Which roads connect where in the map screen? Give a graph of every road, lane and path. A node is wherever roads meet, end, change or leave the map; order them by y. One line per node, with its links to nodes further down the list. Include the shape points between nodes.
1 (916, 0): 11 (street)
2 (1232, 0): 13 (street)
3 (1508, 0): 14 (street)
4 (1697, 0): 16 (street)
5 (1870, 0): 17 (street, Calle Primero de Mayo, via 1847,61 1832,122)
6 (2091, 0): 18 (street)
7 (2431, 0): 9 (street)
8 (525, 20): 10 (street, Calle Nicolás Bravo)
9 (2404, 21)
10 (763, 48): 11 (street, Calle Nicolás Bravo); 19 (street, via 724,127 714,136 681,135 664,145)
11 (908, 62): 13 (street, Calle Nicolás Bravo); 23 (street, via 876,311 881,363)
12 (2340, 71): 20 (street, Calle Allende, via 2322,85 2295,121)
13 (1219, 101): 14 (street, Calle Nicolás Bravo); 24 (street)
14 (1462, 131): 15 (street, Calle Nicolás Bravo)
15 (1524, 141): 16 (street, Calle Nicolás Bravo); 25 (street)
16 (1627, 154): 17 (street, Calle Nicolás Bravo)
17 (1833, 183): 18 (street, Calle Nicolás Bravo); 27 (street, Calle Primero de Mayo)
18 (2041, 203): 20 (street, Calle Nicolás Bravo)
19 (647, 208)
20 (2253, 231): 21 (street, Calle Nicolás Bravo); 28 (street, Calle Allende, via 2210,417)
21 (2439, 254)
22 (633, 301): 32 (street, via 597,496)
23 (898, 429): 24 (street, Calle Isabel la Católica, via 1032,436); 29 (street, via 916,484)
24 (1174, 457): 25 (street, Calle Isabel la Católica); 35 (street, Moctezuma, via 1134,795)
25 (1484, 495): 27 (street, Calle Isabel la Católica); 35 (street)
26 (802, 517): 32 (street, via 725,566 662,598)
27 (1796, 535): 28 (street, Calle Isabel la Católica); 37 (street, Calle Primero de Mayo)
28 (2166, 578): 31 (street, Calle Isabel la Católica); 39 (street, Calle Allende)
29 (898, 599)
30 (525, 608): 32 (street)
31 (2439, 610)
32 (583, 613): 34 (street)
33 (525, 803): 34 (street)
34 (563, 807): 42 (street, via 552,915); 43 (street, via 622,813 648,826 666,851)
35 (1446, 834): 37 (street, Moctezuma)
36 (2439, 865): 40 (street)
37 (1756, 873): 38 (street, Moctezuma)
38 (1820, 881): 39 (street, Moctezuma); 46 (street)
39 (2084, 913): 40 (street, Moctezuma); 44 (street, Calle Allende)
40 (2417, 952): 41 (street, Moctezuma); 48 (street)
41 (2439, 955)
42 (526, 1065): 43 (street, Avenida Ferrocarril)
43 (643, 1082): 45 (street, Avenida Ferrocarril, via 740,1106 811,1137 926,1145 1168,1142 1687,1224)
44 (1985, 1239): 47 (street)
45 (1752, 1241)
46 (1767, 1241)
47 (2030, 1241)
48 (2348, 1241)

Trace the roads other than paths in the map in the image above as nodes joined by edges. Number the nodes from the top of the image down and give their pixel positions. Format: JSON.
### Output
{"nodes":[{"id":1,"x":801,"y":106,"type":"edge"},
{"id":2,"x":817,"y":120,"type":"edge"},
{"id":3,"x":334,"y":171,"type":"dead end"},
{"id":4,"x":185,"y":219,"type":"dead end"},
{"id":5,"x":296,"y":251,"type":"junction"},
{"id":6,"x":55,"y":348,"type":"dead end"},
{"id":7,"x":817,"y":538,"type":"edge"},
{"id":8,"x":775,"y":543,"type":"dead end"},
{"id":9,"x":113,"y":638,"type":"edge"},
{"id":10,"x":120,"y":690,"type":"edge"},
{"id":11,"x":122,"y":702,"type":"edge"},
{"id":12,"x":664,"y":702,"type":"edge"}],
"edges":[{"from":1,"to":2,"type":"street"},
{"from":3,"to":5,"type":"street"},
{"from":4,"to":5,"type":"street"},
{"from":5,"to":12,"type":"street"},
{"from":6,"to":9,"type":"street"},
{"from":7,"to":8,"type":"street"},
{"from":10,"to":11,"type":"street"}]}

-.-.-

→ **What is being asked**
Once you have read the records above, output each of them verbatim.

→ **Exercise solution**
Which roads connect where in the map screen? Give a graph of every road, lane and path. A node is wherever roads meet, end, change or leave the map; order them by y. One line per node, with its links to nodes further down the list. Include the shape points between nodes.
1 (916, 0): 11 (street)
2 (1232, 0): 13 (street)
3 (1508, 0): 14 (street)
4 (1697, 0): 16 (street)
5 (1870, 0): 17 (street, Calle Primero de Mayo, via 1847,61 1832,122)
6 (2091, 0): 18 (street)
7 (2431, 0): 9 (street)
8 (525, 20): 10 (street, Calle Nicolás Bravo)
9 (2404, 21)
10 (763, 48): 11 (street, Calle Nicolás Bravo); 19 (street, via 724,127 714,136 681,135 664,145)
11 (908, 62): 13 (street, Calle Nicolás Bravo); 23 (street, via 876,311 881,363)
12 (2340, 71): 20 (street, Calle Allende, via 2322,85 2295,121)
13 (1219, 101): 14 (street, Calle Nicolás Bravo); 24 (street)
14 (1462, 131): 15 (street, Calle Nicolás Bravo)
15 (1524, 141): 16 (street, Calle Nicolás Bravo); 25 (street)
16 (1627, 154): 17 (street, Calle Nicolás Bravo)
17 (1833, 183): 18 (street, Calle Nicolás Bravo); 27 (street, Calle Primero de Mayo)
18 (2041, 203): 20 (street, Calle Nicolás Bravo)
19 (647, 208)
20 (2253, 231): 21 (street, Calle Nicolás Bravo); 28 (street, Calle Allende, via 2210,417)
21 (2439, 254)
22 (633, 301): 32 (street, via 597,496)
23 (898, 429): 24 (street, Calle Isabel la Católica, via 1032,436); 29 (street, via 916,484)
24 (1174, 457): 25 (street, Calle Isabel la Católica); 35 (street, Moctezuma, via 1134,795)
25 (1484, 495): 27 (street, Calle Isabel la Católica); 35 (street)
26 (802, 517): 32 (street, via 725,566 662,598)
27 (1796, 535): 28 (street, Calle Isabel la Católica); 37 (street, Calle Primero de Mayo)
28 (2166, 578): 31 (street, Calle Isabel la Católica); 39 (street, Calle Allende)
29 (898, 599)
30 (525, 608): 32 (street)
31 (2439, 610)
32 (583, 613): 34 (street)
33 (525, 803): 34 (street)
34 (563, 807): 42 (street, via 552,915); 43 (street, via 622,813 648,826 666,851)
35 (1446, 834): 37 (street, Moctezuma)
36 (2439, 865): 40 (street)
37 (1756, 873): 38 (street, Moctezuma)
38 (1820, 881): 39 (street, Moctezuma); 46 (street)
39 (2084, 913): 40 (street, Moctezuma); 44 (street, Calle Allende)
40 (2417, 952): 41 (street, Moctezuma); 48 (street)
41 (2439, 955)
42 (526, 1065): 43 (street, Avenida Ferrocarril)
43 (643, 1082): 45 (street, Avenida Ferrocarril, via 740,1106 811,1137 926,1145 1168,1142 1687,1224)
44 (1985, 1239): 47 (street)
45 (1752, 1241)
46 (1767, 1241)
47 (2030, 1241)
48 (2348, 1241)

Trace the roads other than paths in the map in the image above as nodes joined by edges. Number the nodes from the top of the image down and give their pixel positions. Format: JSON.
### Output
{"nodes":[{"id":1,"x":801,"y":106,"type":"edge"},
{"id":2,"x":817,"y":120,"type":"edge"},
{"id":3,"x":334,"y":171,"type":"dead end"},
{"id":4,"x":185,"y":219,"type":"dead end"},
{"id":5,"x":296,"y":251,"type":"junction"},
{"id":6,"x":55,"y":348,"type":"dead end"},
{"id":7,"x":817,"y":538,"type":"edge"},
{"id":8,"x":775,"y":543,"type":"dead end"},
{"id":9,"x":113,"y":638,"type":"edge"},
{"id":10,"x":120,"y":690,"type":"edge"},
{"id":11,"x":122,"y":702,"type":"edge"},
{"id":12,"x":664,"y":702,"type":"edge"}],
"edges":[{"from":1,"to":2,"type":"street"},
{"from":3,"to":5,"type":"street"},
{"from":4,"to":5,"type":"street"},
{"from":5,"to":12,"type":"street"},
{"from":6,"to":9,"type":"street"},
{"from":7,"to":8,"type":"street"},
{"from":10,"to":11,"type":"street"}]}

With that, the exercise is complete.